Apollo Dancing with the Muses, Baldassare Peruzzi

In the last issue of The Grapevine we included an IN MEMORIAM chamber for Ivan Lester, who died in the spring. We are extending Ivan's imaginal life by turning the memorial into a museum where he will be represented in each issue as his own Muse prompts us what to post by or about him or in his interest.

The word museum refers to a "shrine for the muses," an assembly of nine female immortals representing each of the Greek arts. They sang or danced or made poetry under the aegis of Apollo, the god whom Ivan most resembled in his fine mind, his philosophy, his love of beauty and ideal forms (he also loved Apollo's brother Dionysos, the emblem of our website, but that is another story).

Hesiod even gives their [the Mousai] names when he writes: "Kleio, Euterpe, and Thaleia, Melpomene, Terpsikhore and Erato, and Polymnia, Ourania, Kalliope too, of them all the most comely." To each of the Mousai men assign her special aptitude for one of the branches of the liberal arts, such as poetry, song, pantomimic dancing, the round dance with music, the study of the stars, and the other liberal arts." Diodorus Siculus, Library of History 4.7.1

Picture from Ivan's study, with a quotation he cut and pasted to it
Ivan and some muses from Information Line, where he used to work at the Atlanta/Fulton County Library

The reader will have noticed that our website logo includes the line: Musings on Being and Becoming Human. What distinguishes us from the gods in Greek thought is our mortality. They wrote much and often about what it means to be human. Sometimes they reflected on mortality through the speech or action of the gods. In the last issue we quoted from one of Ivan's favorite stories. Here is a passage about the death of Achilles, another favorite.
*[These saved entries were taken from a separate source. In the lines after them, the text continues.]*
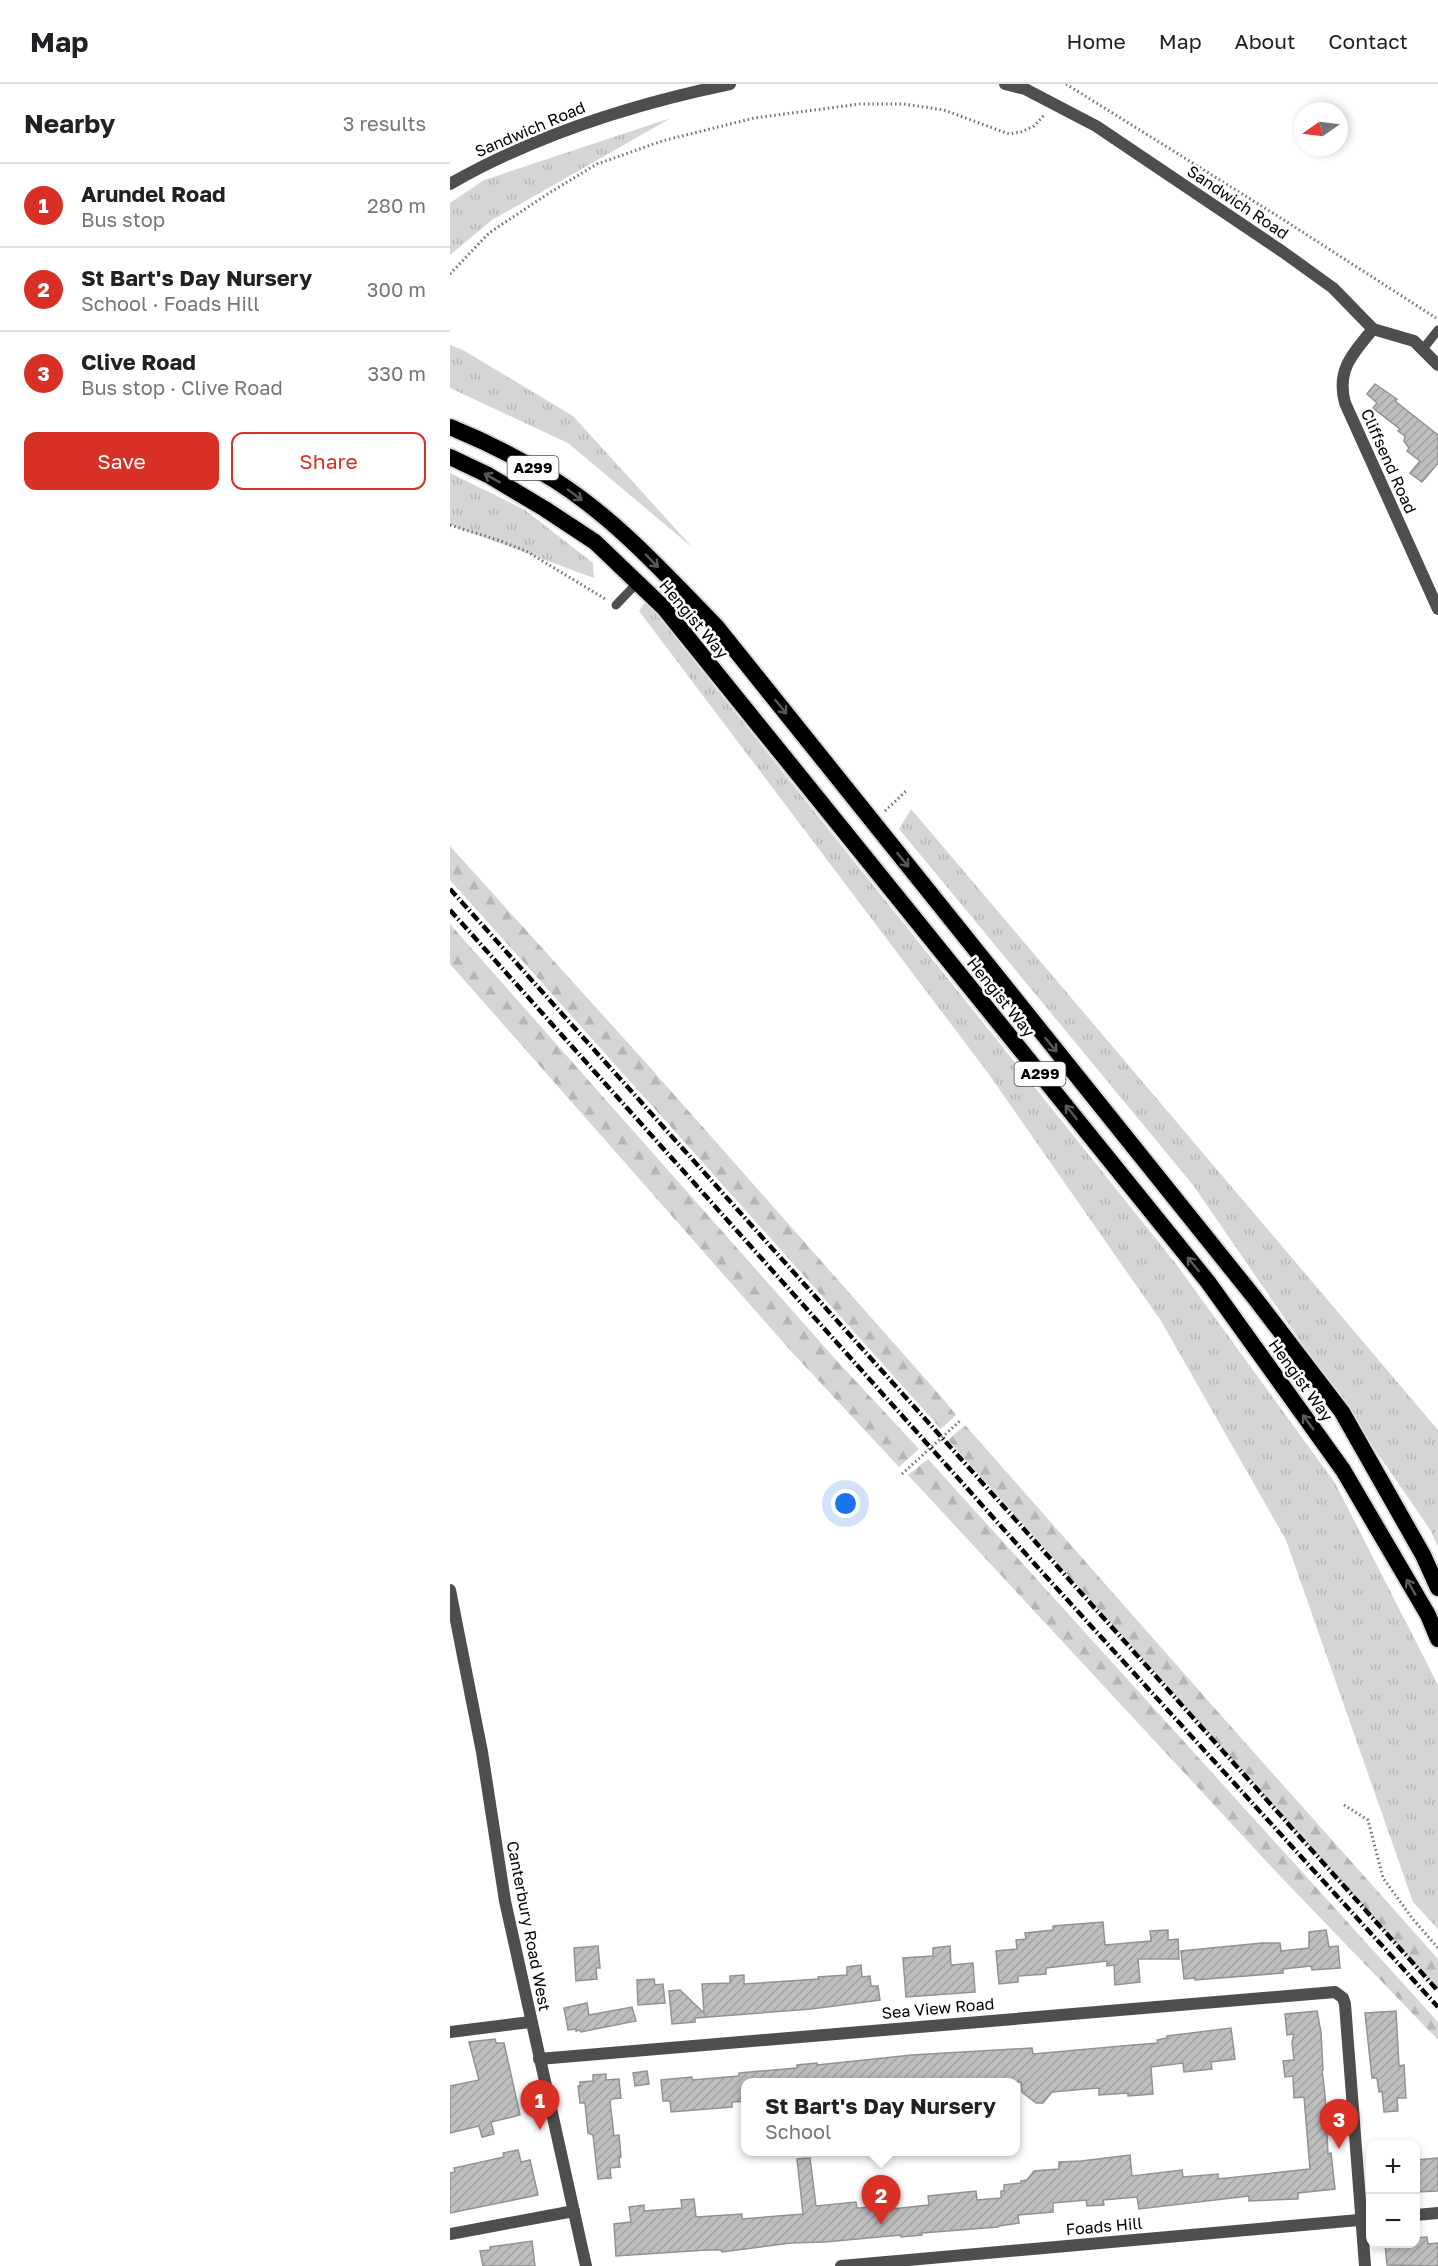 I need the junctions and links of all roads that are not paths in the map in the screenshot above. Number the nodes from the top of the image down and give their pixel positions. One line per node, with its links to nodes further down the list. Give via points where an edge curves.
1 (730, 84): 3 (street, Sandwich Road, via 588,122 530,144)
2 (1005, 84): 4 (street, Sandwich Road, via 1054,102 1096,126 1333,288)
3 (450, 184)
4 (1373, 329): 6 (street, via 1402,336); 12 (street, Cliffsend Road, via 1348,361 1341,389)
5 (1438, 330): 6 (lane)
6 (1423, 349): 7 (street)
7 (1438, 365)
8 (450, 427): 13 (highway, Hengist Way / A299, one-way to 13, via 490,444 557,482 645,553 716,626 1342,1412)
9 (450, 457): 10 (highway, Hengist Way / A299, one-way to 9, via 595,542 489,475)
10 (638, 582): 11 (lane); 15 (highway, Hengist Way / A299, one-way to 10, via 1428,1615 1343,1470 1208,1282 671,617)
11 (616, 605)
12 (1438, 609)
13 (1438, 1588)
14 (450, 1590): 16 (street, Canterbury Road West)
15 (1438, 1639)
16 (530, 2022): 17 (street); 18 (street, Canterbury Road West)
17 (450, 2032)
18 (539, 2059): 19 (street, Canterbury Road West); 22 (street, Sea View Road, via 1330,1991 1343,1998 1345,2004)
19 (574, 2211): 23 (street); 24 (street, Canterbury Road West)
20 (1438, 2213): 21 (street)
21 (1420, 2215)
22 (1365, 2219): 25 (street, Foads Hill); 26 (street)
23 (450, 2234)
24 (586, 2266)
25 (841, 2266)
26 (1365, 2266)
The muse Kalliope speaks to the mother of Achilles about her loss, one that we who loved Ivan have suffered as well:

[At the funeral of Akhilleus] To Thetis spake Kalliope, she in whose heart was steadfast wisdom throned: 'From lamentation, Thetis, now forbear, and do not, in the frenzy of thy grief for thy lost son, provoke to wrath the Lord of Gods and men. Lo, even sons of Zeus, the Thunder-king, have perished, overborne by evil fate. Immortal though I be, mine own son Orpheus died, whose magic song drew all the forest-trees to follow him, and every craggy rock and river-stream, and blasts of winds shrill-piping stormy-breathed, and birds that dart through air on rushing wings. yet I endured mine heavy sorrow: Gods ought not with anguished grief to vex their souls. Therefore make end of sorrow-stricken wail for thy brave child; for to the sons of earth minstrels shall chant his glory and his might, by mine and by my sisters' inspiration, unto the end of time. Let not thy soul be crushed by dark grief, nor do thou lament like those frail mortal women. Know'st thou not that round all men which dwell upon the earth hovereth irresistible deadly Aisa (Fate), who recks not even of the Gods? Such power she only hath for heritage. Yea, she soon shall destroy gold-wealthy Priamos' town, and Trojans many and Argives doom to death, whomso she will. No God can stay her hand.' So in her wisdom spake Kalliope. - Quintus Smyrnaeus, Fall of Troy 3 631.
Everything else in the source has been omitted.